- Directed by: Benjamin Stoloff Kenny Holmes (assistant)
- Screenplay by: Rian James
- Story by: George Marion, Jr.
- Produced by: Zion Myers
- Starring: Hugh Herbert Helen Broderick Roger Pryor Fred Keating
- Cinematography: Nick Musuraca
- Edited by: George Crone
- Music by: Alberto Colombo
- Production company: RKO Pictures
- Distributed by: RKO Pictures
- Release date: November 8, 1935 (US);
- Running time: 70 minutes
- Country: United States
- Language: English

= To Beat the Band =

1935 US film directed by Benjamin Stoloff

To Beat the Band is a 1935 American romantic comedy directed by Benjamin Stoloff using a screenplay by Rian James based on a story by George Marion, Jr. The film stars Hugh Herbert, Helen Broderick, Roger Pryor, and Fred Keating, and features Johnny Mercer in a small role. Baritone Ronald Graham was a featured singer in the film. It was released by RKO Radio Pictures on November 8, 1935.

==Cast==
- Helen Broderick as Freedy MacCreery
- Hugh Herbert as Hugo Twist
- Roger Pryor as Larry Barry
- Fred Keating as Fred Carson
- Eric Blore as Hawkings
- Phyllis Brooks as Rowena
- Evelyn Poe as Barbara Shelby
- Johnny Mercer as Member of the Band
- Ray Mayer as McCrory
- Joy Hodges as Girls’ Orchestra Leader
- Sonny Lamont as Dancer
- Ronald Graham as Solo Singer with Girls’ Orchestra
- Torben Meyer as Head Waiter
And the Original California Collegians

==Critical reception==
Motion Picture Herald wrote that the film "is funny enough", but was unlikely to hold the attention of the audience. They continued, "It features a number of players whose forte is comic stuff. Individually they turn in acceptable contributions. As a whole, the production with its definite hokum harum-scarum tinge hardly jells."

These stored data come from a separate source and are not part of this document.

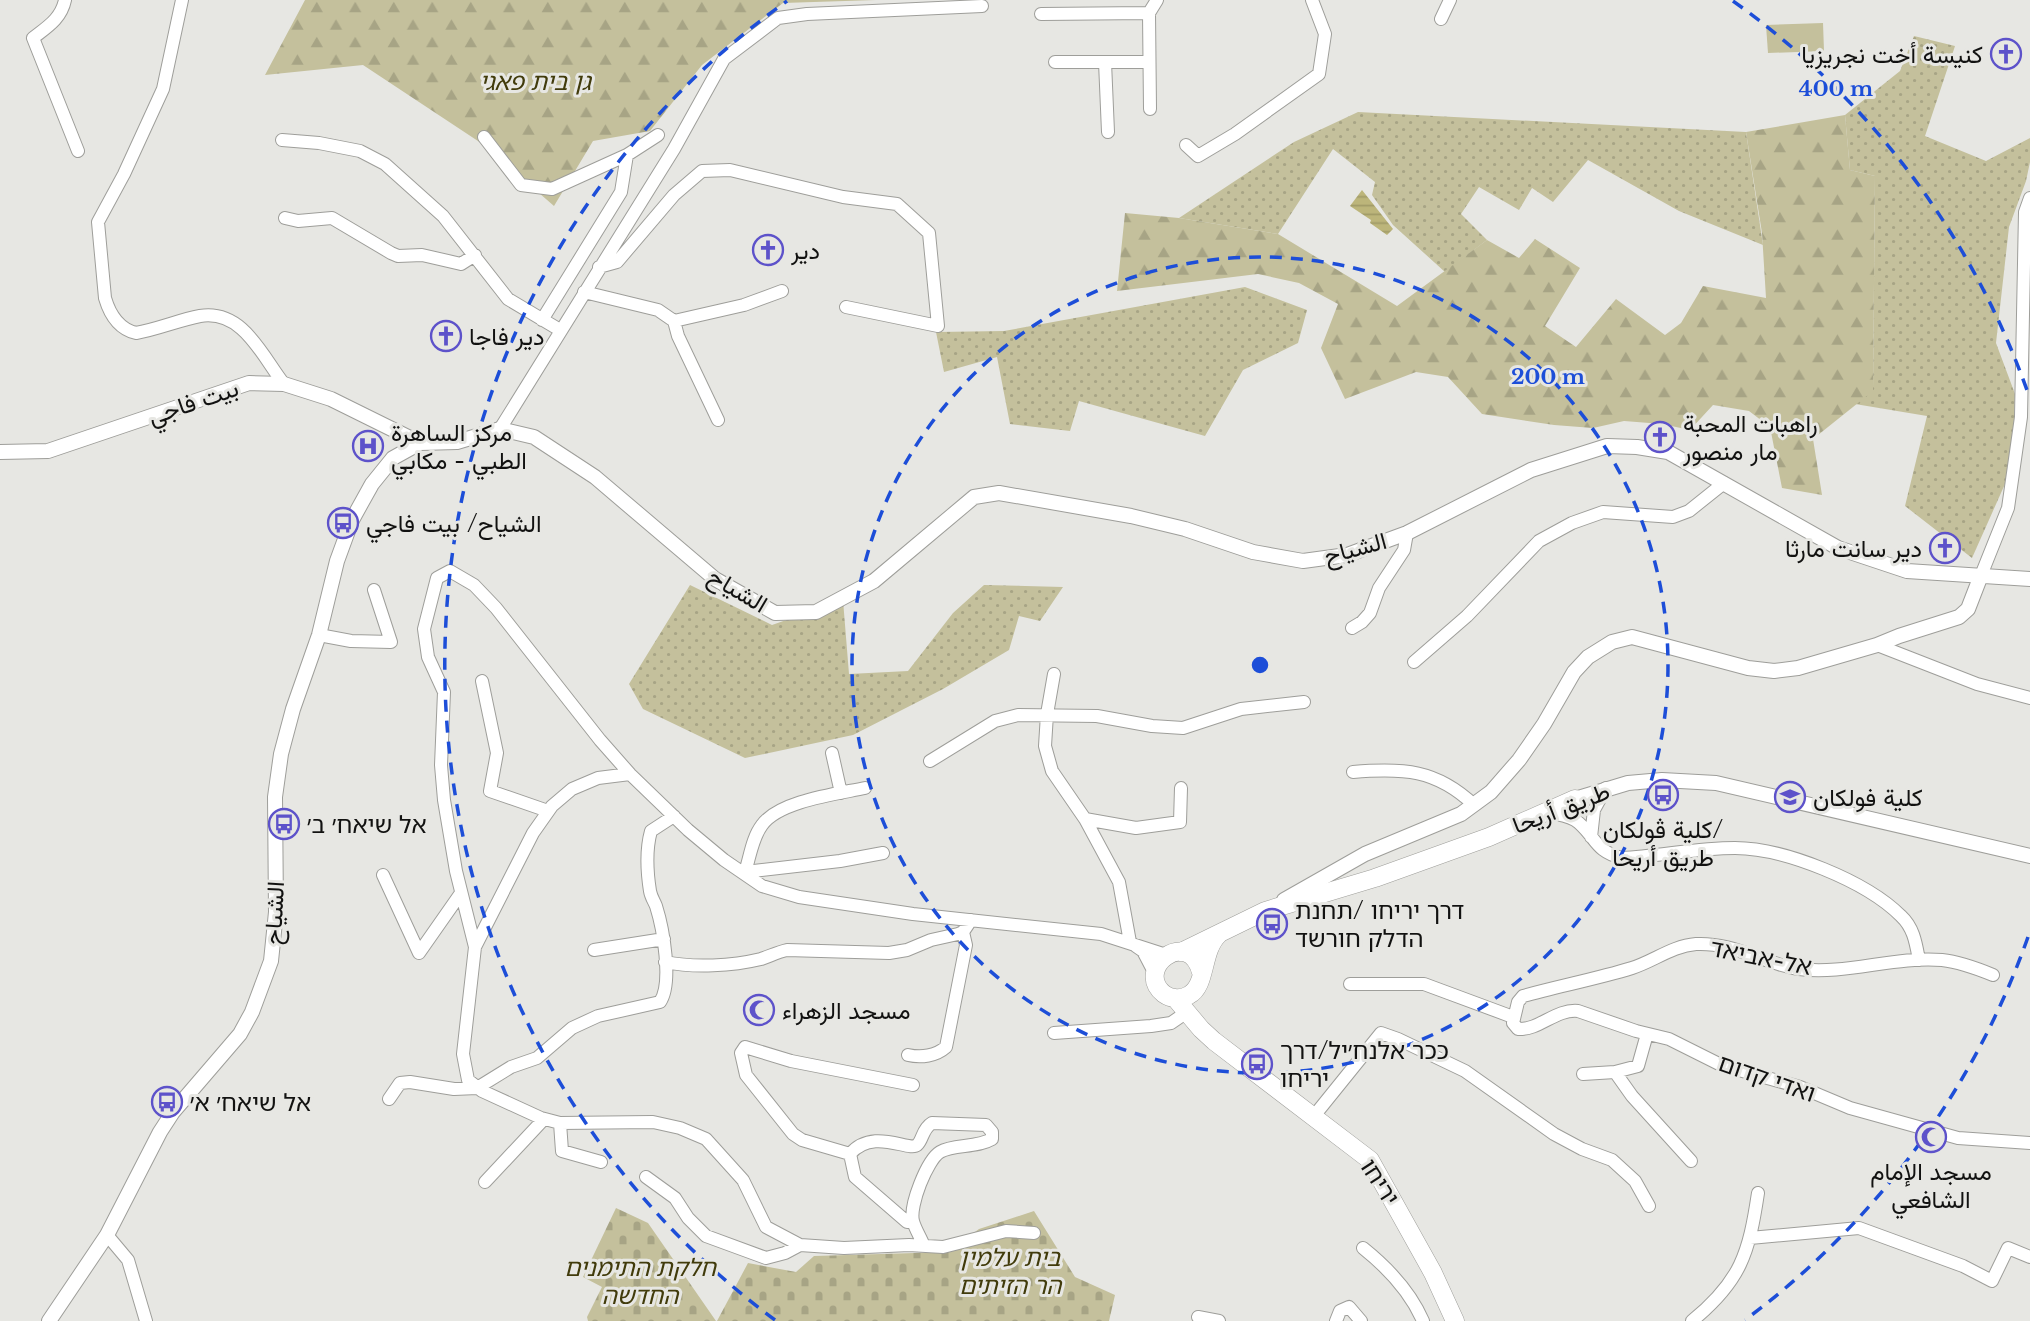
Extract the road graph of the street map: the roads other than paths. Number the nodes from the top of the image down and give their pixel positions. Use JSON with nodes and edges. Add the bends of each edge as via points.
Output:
{"nodes":[{"id":1,"x":65,"y":0,"type":"edge"},
{"id":2,"x":182,"y":0,"type":"edge"},
{"id":3,"x":1157,"y":0,"type":"edge"},
{"id":4,"x":1312,"y":0,"type":"edge"},
{"id":5,"x":1450,"y":0,"type":"edge"},
{"id":6,"x":982,"y":6,"type":"dead end"},
{"id":7,"x":1149,"y":13,"type":"junction"},
{"id":8,"x":1041,"y":14,"type":"dead end"},
{"id":9,"x":1441,"y":19,"type":"dead end"},
{"id":10,"x":1055,"y":62,"type":"dead end"},
{"id":11,"x":1105,"y":62,"type":"junction"},
{"id":12,"x":1149,"y":62,"type":"junction"},
{"id":13,"x":1150,"y":109,"type":"dead end"},
{"id":14,"x":1108,"y":132,"type":"dead end"},
{"id":15,"x":658,"y":135,"type":"dead end"},
{"id":16,"x":484,"y":137,"type":"dead end"},
{"id":17,"x":282,"y":140,"type":"dead end"},
{"id":18,"x":1186,"y":145,"type":"dead end"},
{"id":19,"x":78,"y":151,"type":"dead end"},
{"id":20,"x":627,"y":155,"type":"junction"},
{"id":21,"x":2030,"y":198,"type":"edge"},
{"id":22,"x":2028,"y":213,"type":"edge"},
{"id":23,"x":285,"y":218,"type":"dead end"},
{"id":24,"x":2027,"y":254,"type":"edge"},
{"id":25,"x":475,"y":255,"type":"junction"},
{"id":26,"x":599,"y":267,"type":"junction"},
{"id":27,"x":782,"y":291,"type":"dead end"},
{"id":28,"x":584,"y":292,"type":"junction"},
{"id":29,"x":846,"y":307,"type":"dead end"},
{"id":30,"x":542,"y":320,"type":"junction"},
{"id":31,"x":674,"y":321,"type":"junction"},
{"id":32,"x":560,"y":330,"type":"junction"},
{"id":33,"x":284,"y":384,"type":"junction"},
{"id":34,"x":718,"y":420,"type":"dead end"},
{"id":35,"x":499,"y":429,"type":"junction"},
{"id":36,"x":420,"y":443,"type":"junction"},
{"id":37,"x":0,"y":452,"type":"edge"},
{"id":38,"x":1724,"y":483,"type":"junction"},
{"id":39,"x":1407,"y":533,"type":"junction"},
{"id":40,"x":1980,"y":578,"type":"junction"},
{"id":41,"x":2030,"y":579,"type":"edge"},
{"id":42,"x":374,"y":590,"type":"dead end"},
{"id":43,"x":1352,"y":628,"type":"dead end"},
{"id":44,"x":319,"y":635,"type":"junction"},
{"id":45,"x":1877,"y":645,"type":"junction"},
{"id":46,"x":1414,"y":662,"type":"dead end"},
{"id":47,"x":1054,"y":674,"type":"dead end"},
{"id":48,"x":482,"y":681,"type":"dead end"},
{"id":49,"x":2030,"y":698,"type":"edge"},
{"id":50,"x":1304,"y":702,"type":"dead end"},
{"id":51,"x":1047,"y":714,"type":"junction"},
{"id":52,"x":832,"y":753,"type":"dead end"},
{"id":53,"x":930,"y":761,"type":"dead end"},
{"id":54,"x":1353,"y":772,"type":"dead end"},
{"id":55,"x":630,"y":774,"type":"junction"},
{"id":56,"x":864,"y":788,"type":"dead end"},
{"id":57,"x":1181,"y":788,"type":"dead end"},
{"id":58,"x":1606,"y":788,"type":"junction"},
{"id":59,"x":841,"y":793,"type":"junction"},
{"id":60,"x":1575,"y":799,"type":"joint"},
{"id":61,"x":1474,"y":805,"type":"junction"},
{"id":62,"x":548,"y":811,"type":"junction"},
{"id":63,"x":1545,"y":812,"type":"junction"},
{"id":64,"x":674,"y":816,"type":"junction"},
{"id":65,"x":1085,"y":819,"type":"junction"},
{"id":66,"x":1591,"y":837,"type":"junction"},
{"id":67,"x":883,"y":853,"type":"dead end"},
{"id":68,"x":2030,"y":856,"type":"edge"},
{"id":69,"x":745,"y":872,"type":"junction"},
{"id":70,"x":383,"y":875,"type":"dead end"},
{"id":71,"x":461,"y":893,"type":"junction"},
{"id":72,"x":1265,"y":911,"type":"junction"},
{"id":73,"x":971,"y":920,"type":"junction"},
{"id":74,"x":1227,"y":928,"type":"junction"},
{"id":75,"x":963,"y":932,"type":"junction"},
{"id":76,"x":664,"y":939,"type":"junction"},
{"id":77,"x":1130,"y":942,"type":"junction"},
{"id":78,"x":475,"y":947,"type":"junction"},
{"id":79,"x":594,"y":950,"type":"dead end"},
{"id":80,"x":1174,"y":953,"type":"junction"},
{"id":81,"x":1919,"y":960,"type":"junction"},
{"id":82,"x":665,"y":962,"type":"junction"},
{"id":83,"x":1155,"y":974,"type":"junction"},
{"id":84,"x":1993,"y":975,"type":"dead end"},
{"id":85,"x":1200,"y":980,"type":"junction"},
{"id":86,"x":1350,"y":984,"type":"dead end"},
{"id":87,"x":1181,"y":1005,"type":"junction"},
{"id":88,"x":1513,"y":1020,"type":"junction"},
{"id":89,"x":1054,"y":1033,"type":"dead end"},
{"id":90,"x":1647,"y":1034,"type":"junction"},
{"id":91,"x":1229,"y":1053,"type":"junction"},
{"id":92,"x":908,"y":1055,"type":"dead end"},
{"id":93,"x":1615,"y":1072,"type":"junction"},
{"id":94,"x":1583,"y":1074,"type":"dead end"},
{"id":95,"x":912,"y":1085,"type":"dead end"},
{"id":96,"x":477,"y":1088,"type":"junction"},
{"id":97,"x":389,"y":1099,"type":"dead end"},
{"id":98,"x":1314,"y":1116,"type":"junction"},
{"id":99,"x":544,"y":1119,"type":"junction"},
{"id":100,"x":560,"y":1123,"type":"junction"},
{"id":101,"x":2030,"y":1143,"type":"edge"},
{"id":102,"x":850,"y":1154,"type":"junction"},
{"id":103,"x":1691,"y":1161,"type":"dead end"},
{"id":104,"x":601,"y":1162,"type":"dead end"},
{"id":105,"x":646,"y":1177,"type":"dead end"},
{"id":106,"x":485,"y":1182,"type":"dead end"},
{"id":107,"x":1758,"y":1193,"type":"dead end"},
{"id":108,"x":1649,"y":1206,"type":"dead end"},
{"id":109,"x":913,"y":1222,"type":"junction"},
{"id":110,"x":1034,"y":1233,"type":"dead end"},
{"id":111,"x":107,"y":1235,"type":"junction"},
{"id":112,"x":1750,"y":1238,"type":"junction"},
{"id":113,"x":800,"y":1245,"type":"junction"},
{"id":114,"x":924,"y":1245,"type":"junction"},
{"id":115,"x":1363,"y":1248,"type":"dead end"},
{"id":116,"x":2030,"y":1257,"type":"edge"},
{"id":117,"x":1198,"y":1317,"type":"dead end"},
{"id":118,"x":1697,"y":1317,"type":"edge"},
{"id":119,"x":49,"y":1321,"type":"edge"},
{"id":120,"x":146,"y":1321,"type":"edge"},
{"id":121,"x":1219,"y":1321,"type":"edge"},
{"id":122,"x":1336,"y":1321,"type":"edge"},
{"id":123,"x":1361,"y":1321,"type":"edge"},
{"id":124,"x":1423,"y":1321,"type":"edge"},
{"id":125,"x":1455,"y":1321,"type":"edge"},
{"id":126,"x":1714,"y":1321,"type":"edge"}],
"edges":[{"from":1,"to":19,"type":"street","via":[[53,23],[33,38]]},
{"from":2,"to":33,"type":"street","via":[[163,89],[98,222],[108,310],[126,331],[136,333],[201,316],[235,322]]},
{"from":3,"to":7,"type":"street"},
{"from":4,"to":18,"type":"street","via":[[1325,34],[1319,74],[1198,156]]},
{"from":5,"to":9,"type":"street"},
{"from":6,"to":26,"type":"street","via":[[778,18],[724,58],[674,149]]},
{"from":7,"to":8,"type":"street"},
{"from":7,"to":12,"type":"street"},
{"from":10,"to":11,"type":"street"},
{"from":11,"to":12,"type":"street"},
{"from":11,"to":14,"type":"street"},
{"from":12,"to":13,"type":"street"},
{"from":15,"to":20,"type":"street"},
{"from":16,"to":20,"type":"street","via":[[521,185],[552,189]]},
{"from":17,"to":25,"type":"street","via":[[329,144],[378,159],[427,200]]},
{"from":20,"to":30,"type":"street","via":[[621,192]]},
{"from":21,"to":22,"type":"street"},
{"from":22,"to":24,"type":"street"},
{"from":23,"to":25,"type":"street","via":[[332,218],[398,256],[422,255],[461,264]]},
{"from":24,"to":40,"type":"street","via":[[2021,417],[2008,508]]},
{"from":25,"to":30,"type":"street","via":[[508,299]]},
{"from":26,"to":28,"type":"street"},
{"from":26,"to":29,"type":"street","via":[[617,262],[674,195],[702,171],[730,170],[844,197],[897,204],[929,233],[938,326]]},
{"from":27,"to":31,"type":"street"},
{"from":28,"to":31,"type":"street","via":[[658,310]]},
{"from":28,"to":32,"type":"street"},
{"from":30,"to":32,"type":"street"},
{"from":31,"to":34,"type":"street"},
{"from":32,"to":35,"type":"street"},
{"from":33,"to":36,"type":"street","name":"بيت فاجي","via":[[331,399]]},
{"from":33,"to":37,"type":"street","name":"بيت فاجي","via":[[249,383],[48,452]]},
{"from":35,"to":36,"type":"street","via":[[457,442]]},
{"from":35,"to":39,"type":"street","name":"الشياح","via":[[534,437],[562,454],[715,579],[775,612],[816,612],[874,581],[974,497],[999,493],[1131,516],[1253,552],[1303,561],[1347,555]]},
{"from":36,"to":44,"type":"street","name":"الشياح","via":[[393,458],[352,520]]},
{"from":38,"to":39,"type":"street","name":"الشياح","via":[[1668,452],[1606,446],[1531,470]]},
{"from":38,"to":40,"type":"street","name":"الشياح","via":[[1838,548],[1907,571]]},
{"from":38,"to":46,"type":"street","via":[[1689,511],[1673,517],[1603,512],[1539,541],[1467,616]]},
{"from":39,"to":43,"type":"street","via":[[1404,550],[1379,588],[1370,613]]},
{"from":40,"to":41,"type":"street","name":"الشياح"},
{"from":40,"to":45,"type":"street","via":[[1968,609],[1959,617]]},
{"from":42,"to":44,"type":"street","via":[[391,642]]},
{"from":44,"to":111,"type":"street","name":"الشياح","via":[[281,754],[275,797],[276,912],[271,961],[240,1034],[167,1122]]},
{"from":45,"to":49,"type":"street","via":[[1977,684]]},
{"from":45,"to":61,"type":"street","via":[[1774,671],[1727,664],[1632,637],[1612,642],[1574,672],[1519,760]]},
{"from":47,"to":51,"type":"street"},
{"from":48,"to":62,"type":"street","via":[[497,753],[490,791]]},
{"from":50,"to":51,"type":"street","via":[[1241,709],[1183,728]]},
{"from":51,"to":53,"type":"street","via":[[995,721]]},
{"from":51,"to":65,"type":"street","via":[[1045,746],[1052,771]]},
{"from":52,"to":59,"type":"street"},
{"from":54,"to":61,"type":"street","via":[[1416,771],[1458,790]]},
{"from":55,"to":62,"type":"street","via":[[598,778],[572,789]]},
{"from":55,"to":64,"type":"street"},
{"from":55,"to":71,"type":"street","via":[[496,608],[458,574],[444,573],[437,578],[424,629],[428,657],[443,692],[444,800]]},
{"from":56,"to":59,"type":"street"},
{"from":57,"to":65,"type":"street","via":[[1180,822],[1136,828]]},
{"from":58,"to":60,"type":"street","name":"طريق أريحا"},
{"from":58,"to":66,"type":"street","via":[[1594,810]]},
{"from":58,"to":68,"type":"street","name":"طريق أريحا","via":[[1662,780],[1717,783]]},
{"from":59,"to":69,"type":"street","via":[[785,808],[763,823]]},
{"from":60,"to":63,"type":"main road","name":"طريق أريحا"},
{"from":61,"to":72,"type":"street","via":[[1365,853]]},
{"from":62,"to":78,"type":"street"},
{"from":63,"to":66,"type":"street","via":[[1571,817]]},
{"from":63,"to":72,"type":"main road","name":"طريق أريحا","via":[[1375,878]]},
{"from":64,"to":69,"type":"street","via":[[724,860]]},
{"from":64,"to":76,"type":"street","via":[[651,831],[648,843],[650,894]]},
{"from":65,"to":77,"type":"street","via":[[1119,882]]},
{"from":66,"to":81,"type":"street","via":[[1608,854],[1622,858],[1736,848],[1801,859],[1873,895],[1902,916],[1913,933]]},
{"from":67,"to":69,"type":"street"},
{"from":69,"to":73,"type":"street","via":[[762,886],[799,897]]},
{"from":70,"to":71,"type":"street","via":[[419,953]]},
{"from":71,"to":78,"type":"street"},
{"from":72,"to":74,"type":"main road"},
{"from":73,"to":75,"type":"street"},
{"from":73,"to":77,"type":"street","via":[[1101,934]]},
{"from":74,"to":80,"type":"main road"},
{"from":74,"to":85,"type":"main road","via":[[1208,951]]},
{"from":75,"to":82,"type":"street","via":[[889,953],[788,950],[729,963]]},
{"from":75,"to":92,"type":"street","via":[[966,945],[946,1047],[940,1053]]},
{"from":76,"to":79,"type":"street"},
{"from":76,"to":82,"type":"street"},
{"from":77,"to":80,"type":"street"},
{"from":77,"to":83,"type":"street","via":[[1143,951]]},
{"from":78,"to":96,"type":"street","via":[[463,1054],[468,1080]]},
{"from":80,"to":83,"type":"main road","via":[[1156,966]]},
{"from":80,"to":85,"type":"main road","via":[[1195,959]]},
{"from":81,"to":84,"type":"street","name":"אל-אביאד","via":[[1961,963]]},
{"from":81,"to":88,"type":"street","name":"אל-אביאד","via":[[1811,970],[1727,947],[1676,947],[1633,968],[1523,996]]},
{"from":82,"to":96,"type":"street","via":[[660,1002],[598,1016],[572,1028],[537,1058],[511,1067]]},
{"from":83,"to":87,"type":"main road","via":[[1163,993]]},
{"from":85,"to":87,"type":"main road"},
{"from":85,"to":91,"type":"main road","name":"יריחו","via":[[1199,1007]]},
{"from":86,"to":88,"type":"street","via":[[1424,984]]},
{"from":87,"to":89,"type":"street","via":[[1171,1023]]},
{"from":87,"to":91,"type":"main road","name":"יריחו"},
{"from":88,"to":90,"type":"street","name":"ואדי קדום","via":[[1518,1029],[1525,1030],[1569,1010]]},
{"from":90,"to":93,"type":"street","via":[[1637,1066]]},
{"from":90,"to":101,"type":"street","name":"ואדי קדום","via":[[1668,1039],[1721,1065],[1923,1129],[1958,1138]]},
{"from":91,"to":98,"type":"main road","name":"יריחו"},
{"from":93,"to":94,"type":"street"},
{"from":93,"to":103,"type":"street"},
{"from":95,"to":102,"type":"street","via":[[790,1061],[746,1047],[741,1053],[746,1075],[793,1134]]},
{"from":96,"to":97,"type":"street","via":[[400,1083]]},
{"from":96,"to":99,"type":"street"},
{"from":98,"to":108,"type":"street","via":[[1381,1033],[1465,1071],[1554,1134],[1612,1160],[1635,1181]]},
{"from":98,"to":125,"type":"main road","name":"יריחו","via":[[1370,1160]]},
{"from":99,"to":100,"type":"street"},
{"from":99,"to":106,"type":"street"},
{"from":100,"to":104,"type":"street","via":[[562,1151]]},
{"from":100,"to":113,"type":"street","via":[[653,1122],[706,1139],[743,1180],[766,1227]]},
{"from":102,"to":109,"type":"street","via":[[855,1177],[907,1222]]},
{"from":102,"to":109,"type":"street","via":[[858,1144],[879,1141],[918,1145],[932,1123],[986,1125],[992,1139],[941,1151],[934,1158],[918,1187]]},
{"from":105,"to":113,"type":"street","via":[[675,1198],[706,1236],[766,1258]]},
{"from":107,"to":112,"type":"street"},
{"from":109,"to":114,"type":"street"},
{"from":110,"to":114,"type":"street","via":[[1006,1231],[943,1247]]},
{"from":111,"to":119,"type":"street","name":"الشياح"},
{"from":111,"to":120,"type":"street","via":[[128,1260]]},
{"from":112,"to":116,"type":"street","via":[[1859,1228],[1964,1266],[1992,1281],[2008,1248]]},
{"from":112,"to":118,"type":"street","via":[[1726,1290]]},
{"from":113,"to":114,"type":"street"},
{"from":115,"to":124,"type":"street","via":[[1389,1269]]},
{"from":117,"to":121,"type":"street"},
{"from":118,"to":126,"type":"street"},
{"from":122,"to":123,"type":"street","via":[[1340,1311],[1349,1307]]}]}
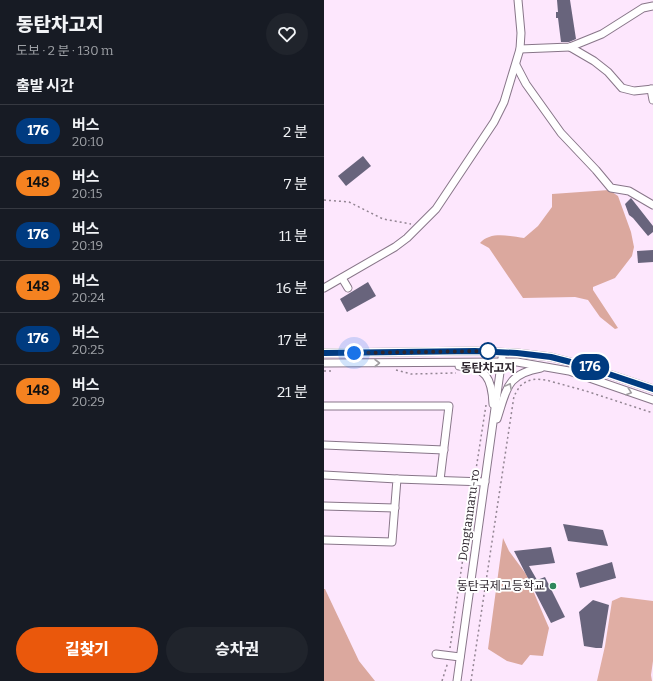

Lionel Collier, writing for the British magazine, Picturegoer, gave the film a two-star review and commented that it included, "An absurd plot, accompanied by tuneful music, clever dancing and a slight romantic element." Of the performances, he wrote, "Hugh Herbert is in his best form" and "could not wish for a better foil than Helen Broderick, who is in fine fettle." He continued with, "The love interest, which runs to conventional lines, is quite capably looked after by Roger Pryor and Phyllis Brooks. Fred Keating shows to advantage, and Eric Blore, as usual, turns in a polished little comedy study. The star support of the dancing is Sonny Lamont, and very good he is, too."